Cerebral Bore posted:

minority..........vote

Found the first problem with your idea. There's a whole lotta systems that are really good at making that not happen.

Neurolimal
Nov 3, 2012

Cerebral Bore posted:

A good step would be to make all police officers subject to recall elections in the communities they're supposed to serve, so that minority communities can vote the racist shits off the force.

EDIT: If this means that all officers are voted off the force, it'd be a nice bonus.
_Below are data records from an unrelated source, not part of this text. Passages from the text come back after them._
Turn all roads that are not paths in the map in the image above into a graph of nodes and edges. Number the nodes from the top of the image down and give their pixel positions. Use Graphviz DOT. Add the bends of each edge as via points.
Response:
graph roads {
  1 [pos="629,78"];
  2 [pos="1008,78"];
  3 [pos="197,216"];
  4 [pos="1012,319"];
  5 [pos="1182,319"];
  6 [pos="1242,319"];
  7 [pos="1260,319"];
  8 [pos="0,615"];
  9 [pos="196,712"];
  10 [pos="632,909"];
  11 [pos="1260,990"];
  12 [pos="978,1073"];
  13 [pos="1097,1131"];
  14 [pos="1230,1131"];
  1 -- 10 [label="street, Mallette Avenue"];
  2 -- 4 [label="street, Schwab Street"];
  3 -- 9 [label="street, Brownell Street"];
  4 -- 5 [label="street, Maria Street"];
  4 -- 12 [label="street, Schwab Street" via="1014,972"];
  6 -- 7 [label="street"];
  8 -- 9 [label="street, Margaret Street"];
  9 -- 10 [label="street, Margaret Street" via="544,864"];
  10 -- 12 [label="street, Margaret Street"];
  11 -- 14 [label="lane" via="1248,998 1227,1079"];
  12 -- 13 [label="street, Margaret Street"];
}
It always seemed incredibly backwards that we have certain judges who are elected and held accountable to mob rule, while police officers are entirely outside the approval of the commonfolk.

Eggplant Squire
Aug 14, 2003


Koalas March posted:

Man, it's almost like the police culture is built on fear and ruthlessness in order to maintain control and protect property not people with the added feature of protecting white supremacy and maintaining the status quo.

This topic always brings back bad memories of the Cops in the Beat threads and the trash posters that always had some bullshit reason why the latest murder by the police was totally legally justified and thus, while unfortunate (:rolleyes:) there is simply nothing we can do without trampling all over the bill of rights. Somehow in a country where we have one of the, if not the absolute, highest incarceration rates in the world our system simply can't punish murderous police acting on authority of the state without our justice system collapsing.

Majorian
Jul 1, 2009

The Muppets On PCP posted:

absolutely, but the answer to that isn't placing the actual lower income white working class in their own special political category and developing a separate policy to attract them

No, but it seems to me that the platform that is going to get out the working class vote for the Democrats, is also going to be the policy that peels those middle-income voters who live in economically depressed areas off of the Trump coalition. Those middle-income voters may still not end up voting D in 2020. But if the Dems manage to highlight how little Trump has done for their communities, and show that they're not just paying lip service to left-populism anymore, I expect a lot of them will probably stay home.

Mr Hootington
Jul 24, 2008

I'M HAVING A HOOT EATING CORNETTE THE LONG WAY
https://twitter.com/jmillerlewis/status/913808872397312001

We will get your little dog too!

Harold Fjord
Jan 3, 2004

Koalas March posted:

Abolish police

ftfy

Cerebral Bore posted:

A good step would be to make all police officers subject to recall elections in the communities they're supposed to serve, so that minority communities can vote the racist shits off the force.

EDIT: If this means that all officers are voted off the force, it'd be a nice bonus.

They could just elect better mayors.

Cerebral Bore
Apr 21, 2010


Fun Shoe

bird food bathtub posted:

Found the first problem with your idea. There's a whole lotta systems that are really good at making that not happen.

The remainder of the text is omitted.